İnsanlık tarihi binlerce yıldır devam ediyor, birikmelerini ileriye taşıyarak ilerliyor ama teknolojinin insanı teslim aldıktan sonra ki hızı konusunda yapılmış bir araştırma yok, çünkü teknoloji insanlık hafızası olan arşivin dijitale dönüştürülmesi ile tarih boyunca görülmemiş bir bilgi kirliliği ve bilgi eksikliği ile karşı karşıyayız diye düşünüyorum… Her insan elinin altında ki dijital aletin aracılığı ile her türlü yaratılmış ya da gerçek bilgiye ulaşabilir ama Marks’ın değimi ile nereden baktığı önemini hala koruyor, çünkü bizler artık nasıl baktığımız ile ilgileniyoruz ve nereden baktığımız ile birbirimize hava atar konumunda küçümseyen bakış açısı içindeyiz. Şimdi biri bir fikir ortaya attığında, diğeri hemen internete girip istediği kanıtı bularak karşısındakini çürütecek kadar bilgiye ulaşabiliyor.  Ama o bilginin ne kadar sağlıklı olduğunu kontrol edecek her hangi bir denetim mekanizması yok, çünkü dijitalleşme her şeyi kolaylaştıracağını sanırken, insanları denetime almaya çalışan iktidarın elinde, bir silaha dönüştü.  iktidarı ve bilgiyi yayanı denetleyecek mekanizmayı bilerek ve isteyerek o mekanizma yaratılmadan görmezden gelindi… Ulus devleti ortadan kaldıran liberal ekonomi ve onun siyasi ayağı iktidarda elbette sermayeyi ve sermayenin ihtiyacına ve sermayenin özgürlüğü adına ulus devlet mekanizmasını çökertti ama yerine yeni bir devlet sistemi kuramadı. Bugün küresel boyutta yaşanan ve bir domino taşı gibi bir birini yıkan her karar bir kaos yaratmakta ve belirsiz ortamdan gücü olan güçsüzü içinde eritmeye çalışıyor ya da denetim altına almaya çalışıyor. Mutlak itan bekleyen ulus devletin iktidarı ve diktatörlerin yerini sermayeden güç alan ama ulusal çıkarları görmezden gelen köylü kurmazı liderler almıştır. Bu liderlerin tüm işlevi ulus devletin varlık sebebi olan sermeye birikimi için duvarları yıkmak ve ulusal firmaları teşviki ortadan kaldırarak küresel çaplı firmaların saldırınsa açık bırakmaktır. Orantısız rekabet koşulları altında elbette güçlü olan güçsüzü hiçbir yasayı dikkate almadan (ama dikkate alıyormuş gibi yapan) içinde eritiyor.

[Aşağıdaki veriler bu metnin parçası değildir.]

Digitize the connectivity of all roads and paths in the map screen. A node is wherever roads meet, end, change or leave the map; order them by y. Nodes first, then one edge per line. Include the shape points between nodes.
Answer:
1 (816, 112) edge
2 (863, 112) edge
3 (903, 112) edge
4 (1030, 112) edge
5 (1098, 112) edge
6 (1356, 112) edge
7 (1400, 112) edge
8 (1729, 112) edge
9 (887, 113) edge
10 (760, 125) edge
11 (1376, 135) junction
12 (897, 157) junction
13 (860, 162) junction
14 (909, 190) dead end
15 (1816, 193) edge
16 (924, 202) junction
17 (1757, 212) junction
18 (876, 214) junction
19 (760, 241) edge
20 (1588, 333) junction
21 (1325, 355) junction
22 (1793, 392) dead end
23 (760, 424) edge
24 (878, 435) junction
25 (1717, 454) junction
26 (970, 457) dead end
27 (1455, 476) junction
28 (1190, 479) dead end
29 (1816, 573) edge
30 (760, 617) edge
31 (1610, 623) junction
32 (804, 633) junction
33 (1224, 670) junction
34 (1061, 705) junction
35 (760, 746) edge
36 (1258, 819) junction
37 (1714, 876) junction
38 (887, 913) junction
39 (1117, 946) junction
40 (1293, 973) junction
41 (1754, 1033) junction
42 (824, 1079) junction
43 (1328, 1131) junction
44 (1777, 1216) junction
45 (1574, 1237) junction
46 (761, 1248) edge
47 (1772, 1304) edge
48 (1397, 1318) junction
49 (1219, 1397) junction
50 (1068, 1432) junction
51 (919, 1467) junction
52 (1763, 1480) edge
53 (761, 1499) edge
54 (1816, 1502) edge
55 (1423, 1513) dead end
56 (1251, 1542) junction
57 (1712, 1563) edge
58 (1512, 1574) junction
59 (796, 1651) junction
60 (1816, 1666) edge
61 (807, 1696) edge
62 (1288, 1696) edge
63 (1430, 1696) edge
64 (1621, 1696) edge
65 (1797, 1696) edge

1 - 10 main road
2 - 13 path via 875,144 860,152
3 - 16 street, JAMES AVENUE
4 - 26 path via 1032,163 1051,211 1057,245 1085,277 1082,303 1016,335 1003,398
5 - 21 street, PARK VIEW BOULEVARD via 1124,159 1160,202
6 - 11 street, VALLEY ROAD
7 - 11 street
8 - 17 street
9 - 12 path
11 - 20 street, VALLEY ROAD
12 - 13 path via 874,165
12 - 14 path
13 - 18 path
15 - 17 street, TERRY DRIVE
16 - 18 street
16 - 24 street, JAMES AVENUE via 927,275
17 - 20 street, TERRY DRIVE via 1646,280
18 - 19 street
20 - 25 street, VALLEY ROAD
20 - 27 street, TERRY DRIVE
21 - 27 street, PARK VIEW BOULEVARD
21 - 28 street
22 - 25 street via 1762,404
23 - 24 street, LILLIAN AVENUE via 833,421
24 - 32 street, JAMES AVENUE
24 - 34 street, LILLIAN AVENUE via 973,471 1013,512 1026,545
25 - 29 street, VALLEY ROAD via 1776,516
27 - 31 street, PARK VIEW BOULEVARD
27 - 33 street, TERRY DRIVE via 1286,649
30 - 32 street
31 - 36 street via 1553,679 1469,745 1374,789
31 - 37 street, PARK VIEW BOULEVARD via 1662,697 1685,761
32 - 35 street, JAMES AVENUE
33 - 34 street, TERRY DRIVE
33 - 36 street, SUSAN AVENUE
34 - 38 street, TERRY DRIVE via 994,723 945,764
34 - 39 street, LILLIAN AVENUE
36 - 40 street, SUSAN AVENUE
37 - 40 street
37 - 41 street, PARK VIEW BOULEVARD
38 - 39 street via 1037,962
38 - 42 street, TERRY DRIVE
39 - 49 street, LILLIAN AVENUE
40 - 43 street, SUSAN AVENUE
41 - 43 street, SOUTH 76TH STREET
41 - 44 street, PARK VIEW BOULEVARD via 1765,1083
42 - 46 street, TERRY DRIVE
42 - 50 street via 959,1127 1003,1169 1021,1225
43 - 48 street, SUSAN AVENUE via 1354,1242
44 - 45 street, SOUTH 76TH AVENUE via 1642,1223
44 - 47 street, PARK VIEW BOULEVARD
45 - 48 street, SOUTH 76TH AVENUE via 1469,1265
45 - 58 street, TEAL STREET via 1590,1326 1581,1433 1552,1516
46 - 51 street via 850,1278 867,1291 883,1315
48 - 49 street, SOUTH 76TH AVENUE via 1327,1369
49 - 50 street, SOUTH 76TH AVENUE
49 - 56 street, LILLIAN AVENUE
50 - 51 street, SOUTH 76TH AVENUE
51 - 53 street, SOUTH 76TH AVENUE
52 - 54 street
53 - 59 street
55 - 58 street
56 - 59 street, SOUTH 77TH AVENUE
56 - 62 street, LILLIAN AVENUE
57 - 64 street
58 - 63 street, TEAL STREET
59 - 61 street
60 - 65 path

Dünyada esen rüzgar birbirine benzer popülist liderleri ve partileri sağlı sollu iktidara taşıdı ve bu sayede sağ ve sol kavramlarının da altı boşaltılmış oldu. Bugün sağ ve sol arasında fark sadece söylem düzeyindedir, çünkü iktidara gelen sağ ve sol liderler ve partiler küresel sermayenin hizmetinde hiç kusur ve engel çıkarmadan hizmet etmeye devam ediyor. Bunun en çıplak örneği Almanya başbakanı Gerhard Schröder olmuştur. Almanya Yeşiller partisinin lideri  Joschka Fischer emekli olur olmaz gidip küresel bir firmanın danışmanı olması tesadüfi değildir.  Almanya’da sağ ve sol aynı potada erimektedir, yerini daha popülist partiler almaya başlamıştır… liderleri popülist söylem yapamadığı an kaybetmeye başlıyor, çünkü onların öncüleri ve geçmişleri ne yazık ki popülist politikanın üzerine benzin dökmüş ve daha çok savunur ve uygulayıcısı olmuştur. Bugün alman SPD ve Grüne (Yeşil) Partisinden sol bir söylem beklemek aldatıcı ve boşunadır, çünkü onarlın dayanakları sermayedir ve kurmuş oldukları vakıflar projeler ile bu alana toplumun küçük birimine girecek şekilde hizmet etmektedir. Kısaca sağ sol aynı kulvardadır ve biri birine muhalefet etme yerine birbirini çıkarları gereği beslemektedir. Elbette bu beslemenin de bir sınırı vardır, erimeye başlamışlardır.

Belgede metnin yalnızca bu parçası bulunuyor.